Listed entries section start

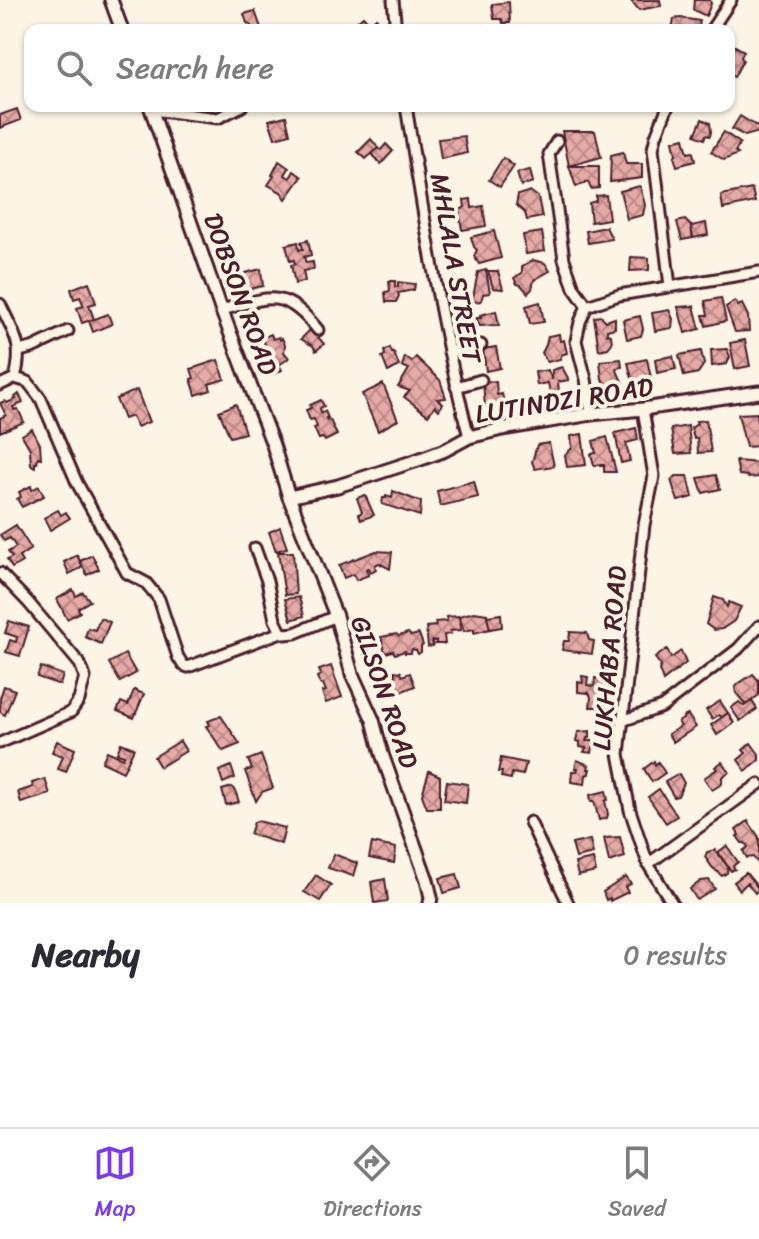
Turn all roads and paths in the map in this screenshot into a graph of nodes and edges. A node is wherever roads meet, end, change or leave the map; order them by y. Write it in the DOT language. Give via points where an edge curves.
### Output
graph roads {
  1 [pos="111,0"];
  2 [pos="393,0"];
  3 [pos="731,0"];
  4 [pos="120,24"];
  5 [pos="395,24"];
  6 [pos="715,24"];
  7 [pos="152,112"];
  8 [pos="178,112"];
  9 [pos="230,112"];
  10 [pos="407,112"];
  11 [pos="666,112"];
  12 [pos="557,141"];
  13 [pos="759,272"];
  14 [pos="670,286"];
  15 [pos="0,304"];
  16 [pos="587,306"];
  17 [pos="222,310"];
  18 [pos="318,330"];
  19 [pos="68,331"];
  20 [pos="481,345"];
  21 [pos="19,351"];
  22 [pos="449,352"];
  23 [pos="15,378"];
  24 [pos="481,380"];
  25 [pos="0,385"];
  26 [pos="456,387"];
  27 [pos="759,392"];
  28 [pos="643,409"];
  29 [pos="591,414"];
  30 [pos="469,437"];
  31 [pos="289,497"];
  32 [pos="255,548"];
  33 [pos="1,576"];
  34 [pos="336,616"];
  35 [pos="759,626"];
  36 [pos="281,632"];
  37 [pos="622,721"];
  38 [pos="0,743"];
  39 [pos="759,784"];
  40 [pos="530,822"];
  41 [pos="648,864"];
  42 [pos="430,903"];
  43 [pos="568,903"];
  44 [pos="672,903"];
  1 -- 4 [label="street"];
  2 -- 5 [label="street"];
  3 -- 6 [label="street"];
  7 -- 17 [label="street, DOBSON ROAD"];
  8 -- 9 [label="street" via="218,118"];
  10 -- 22 [label="street, MHLALA STREET"];
  11 -- 14 [label="street" via="653,149"];
  12 -- 16 [label="street" via="549,154 564,259"];
  13 -- 14 [label="street"];
  14 -- 16 [label="street"];
  15 -- 21 [label="street"];
  16 -- 29 [label="street" via="576,341"];
  17 -- 18 [label="street" via="275,297 305,313"];
  17 -- 31 [label="street, DOBSON ROAD"];
  19 -- 21 [label="street"];
  20 -- 22 [label="street"];
  21 -- 23 [label="street"];
  22 -- 26 [label="street, MHLALA STREET"];
  23 -- 25 [label="street"];
  23 -- 36 [label="street" via="28,382 41,399 77,483 127,573 146,583 159,599 183,665"];
  24 -- 26 [label="street"];
  26 -- 30 [label="street, MHLALA STREET"];
  27 -- 28 [label="street, LUTINDZI ROAD"];
  28 -- 29 [label="street, LUTINDZI ROAD"];
  28 -- 37 [label="street, LUKHABA ROAD" via="654,476"];
  29 -- 30 [label="street, LUTINDZI ROAD"];
  30 -- 31 [label="street, LUTINDZI ROAD" via="391,469"];
  31 -- 34 [label="street, GILSON ROAD"];
  32 -- 36 [label="street"];
  33 -- 38 [label="street" via="80,664 85,677 71,712"];
  34 -- 36 [label="street" via="295,633"];
  34 -- 42 [label="street, GILSON ROAD" via="427,880"];
  35 -- 37 [label="street" via="738,649 662,707"];
  37 -- 41 [label="street, LUKHABA ROAD" via="619,754"];
  39 -- 41 [label="street"];
  40 -- 43 [label="street"];
  41 -- 44 [label="street, LUKHABA ROAD"];
}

Listed entries section end

Task details: Extract all lines from the material above that include the word "LUTINDZI".

Expected answer:
  27 -- 28 [label="street, LUTINDZI ROAD"];
  28 -- 29 [label="street, LUTINDZI ROAD"];
  29 -- 30 [label="street, LUTINDZI ROAD"];
  30 -- 31 [label="street, LUTINDZI ROAD" via="391,469"];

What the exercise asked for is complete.